The failure to find WMD still ranks as a significant weakness in the administration's case for war. But the Libyan decision has changed the terms of that debate. One of the central problems with the administration's approach - underlined by the failure to find WMD in Iraq - was that the threat of pre-emptive action appeared to raise the risk that countries would develop such weapons, especially of the nuclear variety. If you were an ambitious and unscrupulous dictator, ownership of the deadliest material seemed a sure way of guaranteeing that the US would not attack you.

But Libya may have demonstrated something different - that the US action against Iraq has produced a willingness to co-operate elsewhere. Some have argued that Libya's response has more to do with Colonel Muammer Gadaffi's attempts to repair relationships with the west in the past few years. There may be something to this view but it has problems: first, the timing of the Libyan leader's move, just as the Iraq war was starting; second, the fact that he chose to discuss his intentions with the US and Britain, not the United Nations; and third, and most important, the fact that he had been developing WMD for several years - not exactly the best way to ingratiate himself with the west. Why change now?

So, just as proponents of military action in Iraq said it would, the war intended to pre-empt Iraqi terrorism may have been more successful in pre-empting other regimes'. The fates of Col Gadaffi and Mr Hussein may serve as a useful jolt to other states with WMD capabilities or intentions.

Diplomatic achievements in December have also been seized on by the Bush administration to buttress its case that its aggressive action in Iraq was successful. The efforts of James Baker, former secretary of state, to get France, Germany and Russia to forgive Iraq's debts have yielded some early successes. And the Iranian decision to agree to international inspections would not have happened without the powerful example of what had happened in neighbouring Iraq.

Of course, these events in Libya, Iraq and Iran may also represent a softening of US policy. They suggest that painstaking diplomacy also produces positive results. The mission of Mr Baker especially may point to a change of approach by the US, perhaps stepping away from its hard-line approach towards adversaries as well as allies.

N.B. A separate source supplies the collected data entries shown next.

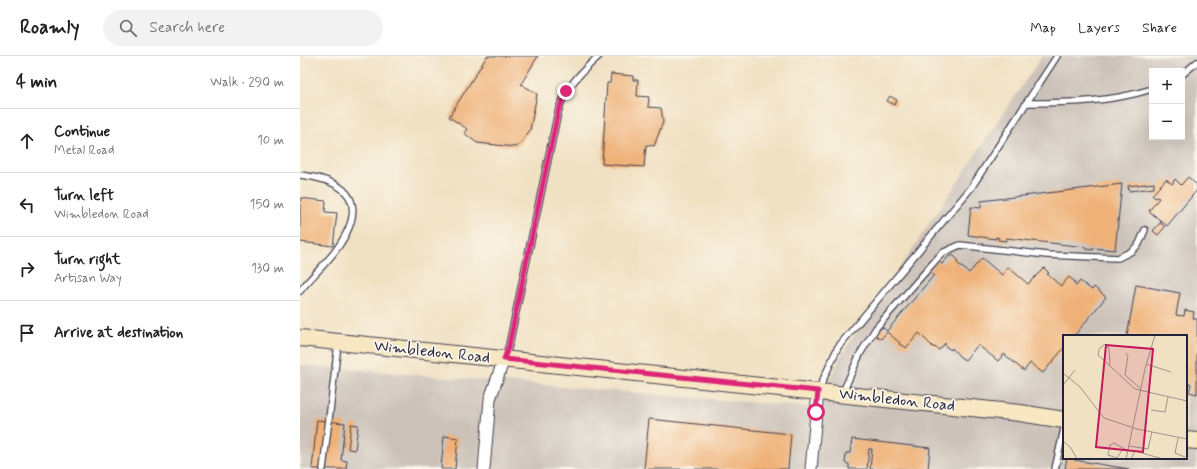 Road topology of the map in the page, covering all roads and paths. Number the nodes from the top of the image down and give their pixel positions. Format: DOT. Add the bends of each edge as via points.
graph roads {
  1 [pos="599,56"];
  2 [pos="1057,56"];
  3 [pos="1197,62"];
  4 [pos="1185,72"];
  5 [pos="1149,90"];
  6 [pos="1026,103"];
  7 [pos="300,175"];
  8 [pos="1145,230"];
  9 [pos="300,291"];
  10 [pos="300,338"];
  11 [pos="338,342"];
  12 [pos="504,359"];
  13 [pos="818,391"];
  14 [pos="842,394"];
  15 [pos="1063,420"];
  16 [pos="1063,433"];
  17 [pos="1187,440"];
  18 [pos="1197,441"];
  19 [pos="323,469"];
  20 [pos="484,469"];
  21 [pos="810,469"];
  22 [pos="1054,469"];
  1 -- 12 [label="lane" via="566,91 558,112"];
  2 -- 6 [label="lane"];
  3 -- 4 [label="lane"];
  5 -- 6 [label="lane" via="1104,100"];
  6 -- 13 [label="lane" via="971,188 838,347"];
  7 -- 9 [label="lane" via="329,180 339,186 347,193 353,209 348,231 336,250"];
  8 -- 14 [label="lane" via="1132,251 1118,258 1047,255 960,245 950,248 942,253 876,328 860,354"];
  10 -- 11 [label="main road, Wimbledon Road"];
  11 -- 12 [label="main road, Wimbledon Road"];
  11 -- 19 [label="lane"];
  12 -- 13 [label="main road, Wimbledon Road"];
  12 -- 20 [label="street" via="490,399"];
  13 -- 14 [label="main road, Wimbledon Road"];
  13 -- 21 [label="street"];
  14 -- 15 [label="main road, Wimbledon Road"];
  16 -- 22 [label="lane"];
  17 -- 18 [label="main road"];
}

But Mr Bush's backers say that their approach always involved the carrot as well as the stick and that it was a crude caricature to describe it as the use of force alone. Indeed, they add, without firm US leadership in the face of opposition from the rest of the world an internationally agreed framework that helps stabilise the Middle East would not have been possible. Still, there are unmistakable signs of a slight thaw in US strategy.

The third element of the Bush strategy also looks more plausible than it did in November. Mr Hussein's capture may not significantly weaken the insurgency but it seems certain to have given the US greater credibility with ordinary Iraqis. This may provide time to correct the mistakes made in the occupation of the past six months, and strengthen Iraqis' faith in the institutions of a free country.

The Libya example does, however, underscore one important contradiction in the Bush strategy. It may be necessary, in the cause of gaining co-operation on WMD, to strike deals with tyrants such as Col Gadaffi.

Nothing that has happened this month by itself offers vindication for the Bush foreign policy approach. Indeed, much could yet go wrong if Iraq deteriorated further, or North Korea or other states stepped up their proliferation efforts, or the US seemed more isolated in its efforts. But if the US is eventually successful in curbing the spread of WMD and building a more stable Middle East, the events of December 2003 will probably come to be seen as the turning-point.